*** Source material ***

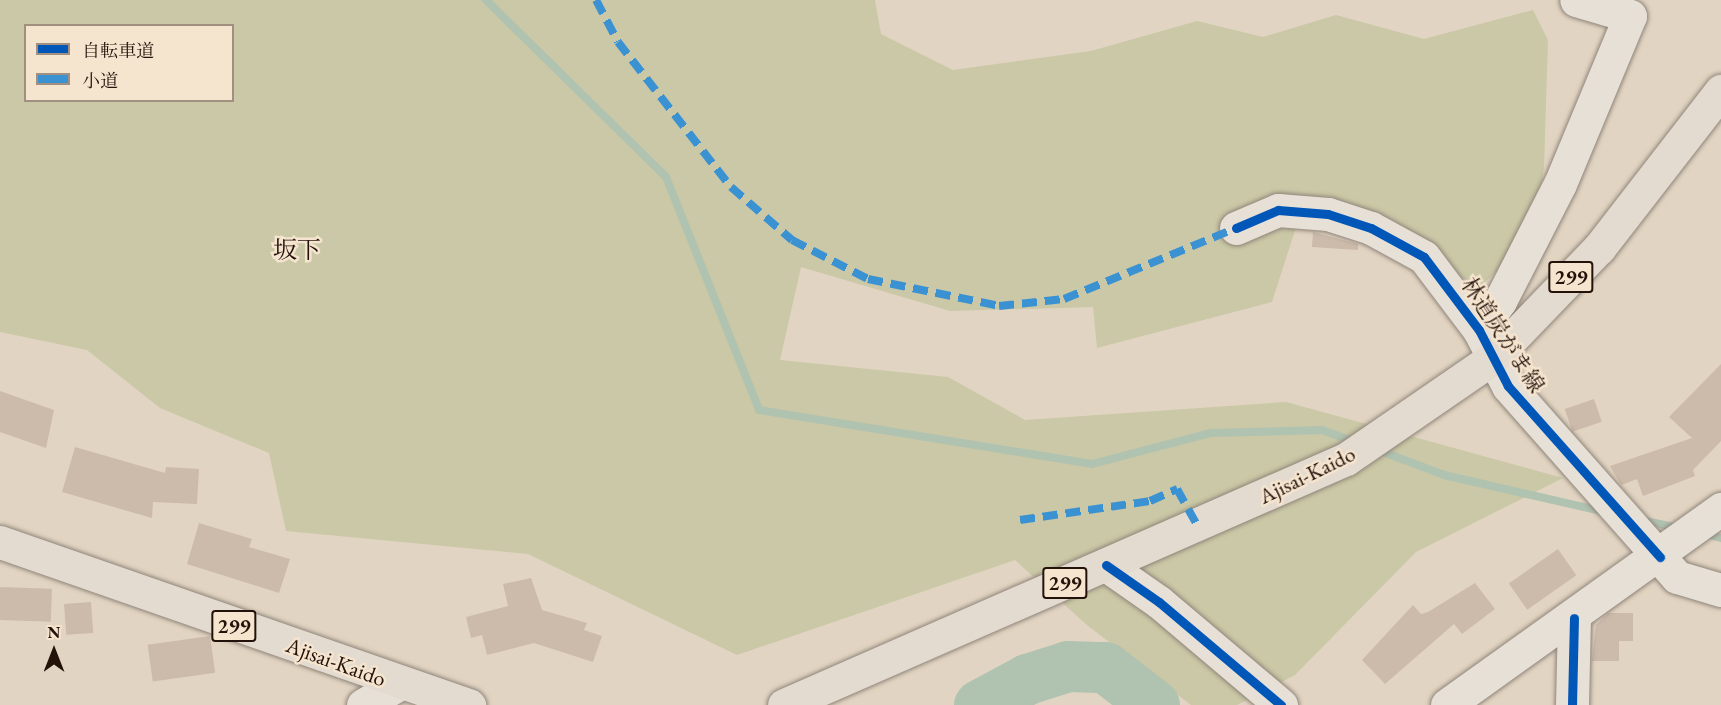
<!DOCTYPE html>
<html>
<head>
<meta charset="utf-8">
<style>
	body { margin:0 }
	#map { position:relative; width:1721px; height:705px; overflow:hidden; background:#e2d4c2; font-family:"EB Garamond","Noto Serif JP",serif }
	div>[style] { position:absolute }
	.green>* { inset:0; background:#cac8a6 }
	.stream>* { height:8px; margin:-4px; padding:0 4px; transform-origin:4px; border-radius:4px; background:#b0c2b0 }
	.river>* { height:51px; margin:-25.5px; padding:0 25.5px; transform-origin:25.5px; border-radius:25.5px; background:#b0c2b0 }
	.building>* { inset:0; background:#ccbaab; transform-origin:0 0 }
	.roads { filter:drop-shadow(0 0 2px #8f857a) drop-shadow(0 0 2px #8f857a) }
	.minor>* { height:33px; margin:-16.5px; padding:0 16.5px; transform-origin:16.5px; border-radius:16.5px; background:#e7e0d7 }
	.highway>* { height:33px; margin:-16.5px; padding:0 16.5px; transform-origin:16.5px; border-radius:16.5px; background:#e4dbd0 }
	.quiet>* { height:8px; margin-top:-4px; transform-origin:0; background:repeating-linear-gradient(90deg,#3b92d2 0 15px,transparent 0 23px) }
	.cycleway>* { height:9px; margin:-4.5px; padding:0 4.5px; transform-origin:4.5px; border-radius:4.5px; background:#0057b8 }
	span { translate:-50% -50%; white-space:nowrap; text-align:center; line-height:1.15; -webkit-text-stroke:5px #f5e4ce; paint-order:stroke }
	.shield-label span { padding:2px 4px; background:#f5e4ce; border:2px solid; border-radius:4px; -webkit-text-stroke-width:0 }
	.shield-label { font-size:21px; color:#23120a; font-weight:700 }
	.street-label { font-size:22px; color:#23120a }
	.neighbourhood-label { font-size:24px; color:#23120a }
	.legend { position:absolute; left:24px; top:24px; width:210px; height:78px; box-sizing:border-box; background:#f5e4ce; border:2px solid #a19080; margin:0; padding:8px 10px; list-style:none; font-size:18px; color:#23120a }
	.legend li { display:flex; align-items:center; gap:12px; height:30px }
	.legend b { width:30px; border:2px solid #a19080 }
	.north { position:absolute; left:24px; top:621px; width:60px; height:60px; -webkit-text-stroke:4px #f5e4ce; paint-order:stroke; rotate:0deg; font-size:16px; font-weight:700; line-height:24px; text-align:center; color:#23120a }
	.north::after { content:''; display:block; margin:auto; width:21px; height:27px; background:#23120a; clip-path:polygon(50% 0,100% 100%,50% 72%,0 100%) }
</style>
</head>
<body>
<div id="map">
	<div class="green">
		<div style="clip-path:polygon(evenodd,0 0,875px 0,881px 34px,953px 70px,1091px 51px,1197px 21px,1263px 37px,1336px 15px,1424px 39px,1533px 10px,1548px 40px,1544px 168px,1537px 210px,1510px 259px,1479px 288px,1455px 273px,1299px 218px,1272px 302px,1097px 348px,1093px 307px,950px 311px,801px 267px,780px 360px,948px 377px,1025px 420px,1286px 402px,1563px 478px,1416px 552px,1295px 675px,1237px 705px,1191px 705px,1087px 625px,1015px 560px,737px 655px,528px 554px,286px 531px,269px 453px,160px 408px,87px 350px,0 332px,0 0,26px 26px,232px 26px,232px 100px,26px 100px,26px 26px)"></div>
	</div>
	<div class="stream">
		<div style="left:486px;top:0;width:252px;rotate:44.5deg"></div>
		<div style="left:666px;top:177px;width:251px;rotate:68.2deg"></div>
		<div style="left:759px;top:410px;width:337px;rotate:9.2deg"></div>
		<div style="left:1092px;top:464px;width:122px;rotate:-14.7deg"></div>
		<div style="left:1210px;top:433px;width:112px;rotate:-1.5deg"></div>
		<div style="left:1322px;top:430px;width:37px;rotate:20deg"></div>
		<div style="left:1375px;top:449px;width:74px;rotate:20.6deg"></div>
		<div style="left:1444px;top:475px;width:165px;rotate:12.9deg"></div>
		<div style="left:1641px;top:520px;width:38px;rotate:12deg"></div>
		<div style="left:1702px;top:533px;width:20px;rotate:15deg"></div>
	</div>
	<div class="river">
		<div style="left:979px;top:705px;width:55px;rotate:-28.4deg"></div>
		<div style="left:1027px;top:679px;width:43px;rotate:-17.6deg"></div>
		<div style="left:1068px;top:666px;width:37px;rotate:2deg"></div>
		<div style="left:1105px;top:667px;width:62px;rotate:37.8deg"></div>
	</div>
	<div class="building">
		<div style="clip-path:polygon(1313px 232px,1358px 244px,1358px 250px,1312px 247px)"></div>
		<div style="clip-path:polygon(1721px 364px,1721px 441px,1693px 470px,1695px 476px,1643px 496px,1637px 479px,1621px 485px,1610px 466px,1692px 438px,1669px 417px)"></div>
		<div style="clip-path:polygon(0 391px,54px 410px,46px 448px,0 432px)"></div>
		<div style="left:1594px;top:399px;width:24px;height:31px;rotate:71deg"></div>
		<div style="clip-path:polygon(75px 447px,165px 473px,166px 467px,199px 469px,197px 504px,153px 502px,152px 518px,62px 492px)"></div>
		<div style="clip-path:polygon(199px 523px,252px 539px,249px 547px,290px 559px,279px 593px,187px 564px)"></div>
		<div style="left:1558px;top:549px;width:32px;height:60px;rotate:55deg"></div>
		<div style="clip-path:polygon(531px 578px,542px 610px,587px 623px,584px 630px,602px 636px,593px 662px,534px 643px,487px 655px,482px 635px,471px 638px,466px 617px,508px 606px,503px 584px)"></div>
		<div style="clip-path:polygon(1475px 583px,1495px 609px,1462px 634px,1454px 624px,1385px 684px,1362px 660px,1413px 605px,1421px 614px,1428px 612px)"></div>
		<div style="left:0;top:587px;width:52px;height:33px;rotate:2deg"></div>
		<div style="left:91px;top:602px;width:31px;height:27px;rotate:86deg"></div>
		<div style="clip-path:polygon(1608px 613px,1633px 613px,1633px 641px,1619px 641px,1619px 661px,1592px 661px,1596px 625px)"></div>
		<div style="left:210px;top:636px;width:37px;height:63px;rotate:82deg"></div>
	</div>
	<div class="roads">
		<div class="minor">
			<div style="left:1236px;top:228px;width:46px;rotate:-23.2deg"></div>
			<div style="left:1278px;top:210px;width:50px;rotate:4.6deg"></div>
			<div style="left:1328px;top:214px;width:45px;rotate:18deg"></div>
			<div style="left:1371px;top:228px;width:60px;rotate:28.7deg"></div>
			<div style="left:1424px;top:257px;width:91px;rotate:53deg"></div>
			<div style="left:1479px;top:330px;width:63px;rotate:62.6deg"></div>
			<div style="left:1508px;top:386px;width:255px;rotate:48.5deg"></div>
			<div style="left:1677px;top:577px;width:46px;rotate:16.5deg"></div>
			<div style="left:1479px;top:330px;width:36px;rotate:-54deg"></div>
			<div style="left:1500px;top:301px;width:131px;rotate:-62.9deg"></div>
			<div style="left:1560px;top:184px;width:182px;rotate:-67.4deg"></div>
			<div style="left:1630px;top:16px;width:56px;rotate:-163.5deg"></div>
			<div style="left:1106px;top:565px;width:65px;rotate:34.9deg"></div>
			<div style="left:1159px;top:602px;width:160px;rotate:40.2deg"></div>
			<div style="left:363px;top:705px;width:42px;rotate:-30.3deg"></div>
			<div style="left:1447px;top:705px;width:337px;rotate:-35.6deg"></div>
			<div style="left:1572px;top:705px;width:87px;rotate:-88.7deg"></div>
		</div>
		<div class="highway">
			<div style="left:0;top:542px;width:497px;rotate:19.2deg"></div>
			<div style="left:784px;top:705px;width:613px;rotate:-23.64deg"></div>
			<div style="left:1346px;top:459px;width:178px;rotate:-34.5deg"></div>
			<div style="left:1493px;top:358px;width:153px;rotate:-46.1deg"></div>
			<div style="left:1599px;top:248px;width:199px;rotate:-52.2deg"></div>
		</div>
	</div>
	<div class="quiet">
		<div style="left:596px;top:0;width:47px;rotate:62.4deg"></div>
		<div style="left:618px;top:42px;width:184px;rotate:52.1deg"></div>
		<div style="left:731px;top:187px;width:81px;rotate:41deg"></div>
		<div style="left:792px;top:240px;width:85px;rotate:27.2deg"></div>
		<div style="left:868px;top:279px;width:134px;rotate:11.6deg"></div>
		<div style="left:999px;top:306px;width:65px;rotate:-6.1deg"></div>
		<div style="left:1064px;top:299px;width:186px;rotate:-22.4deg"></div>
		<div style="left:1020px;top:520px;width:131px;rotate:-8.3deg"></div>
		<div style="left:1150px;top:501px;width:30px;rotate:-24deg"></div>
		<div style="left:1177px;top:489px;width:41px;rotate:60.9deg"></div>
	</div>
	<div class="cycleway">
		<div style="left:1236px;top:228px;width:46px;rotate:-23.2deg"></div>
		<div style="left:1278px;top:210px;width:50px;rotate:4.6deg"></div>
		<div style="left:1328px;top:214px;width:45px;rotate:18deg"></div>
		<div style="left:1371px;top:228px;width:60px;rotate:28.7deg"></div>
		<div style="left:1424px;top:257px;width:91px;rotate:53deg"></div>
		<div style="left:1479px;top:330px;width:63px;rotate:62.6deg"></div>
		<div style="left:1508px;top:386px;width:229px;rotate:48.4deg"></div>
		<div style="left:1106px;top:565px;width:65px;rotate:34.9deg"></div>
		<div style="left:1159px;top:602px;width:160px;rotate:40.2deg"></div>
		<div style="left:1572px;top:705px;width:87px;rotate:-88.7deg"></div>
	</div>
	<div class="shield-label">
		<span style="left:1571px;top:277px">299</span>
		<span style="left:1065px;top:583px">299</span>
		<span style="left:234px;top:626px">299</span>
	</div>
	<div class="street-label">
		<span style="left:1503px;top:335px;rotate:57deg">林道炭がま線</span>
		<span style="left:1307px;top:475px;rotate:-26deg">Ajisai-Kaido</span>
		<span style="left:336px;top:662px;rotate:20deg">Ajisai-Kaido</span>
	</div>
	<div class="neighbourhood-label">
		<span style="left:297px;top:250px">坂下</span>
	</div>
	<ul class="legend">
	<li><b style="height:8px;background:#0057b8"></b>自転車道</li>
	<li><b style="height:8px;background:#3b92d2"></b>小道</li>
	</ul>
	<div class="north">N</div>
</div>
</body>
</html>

*** End of Source material ***

§ Work to be completed
Starting at the line that has "padding:2px 4px; background:#f5e4ce;" in the records above, restate word for word every line until the one that has "display:flex; align-items:center; gap:12px;", and include that one as well.

§ Solution below
	.shield-label span { padding:2px 4px; background:#f5e4ce; border:2px solid; border-radius:4px; -webkit-text-stroke-width:0 }
	.shield-label { font-size:21px; color:#23120a; font-weight:700 }
	.street-label { font-size:22px; color:#23120a }
	.neighbourhood-label { font-size:24px; color:#23120a }
	.legend { position:absolute; left:24px; top:24px; width:210px; height:78px; box-sizing:border-box; background:#f5e4ce; border:2px solid #a19080; margin:0; padding:8px 10px; list-style:none; font-size:18px; color:#23120a }
	.legend li { display:flex; align-items:center; gap:12px; height:30px }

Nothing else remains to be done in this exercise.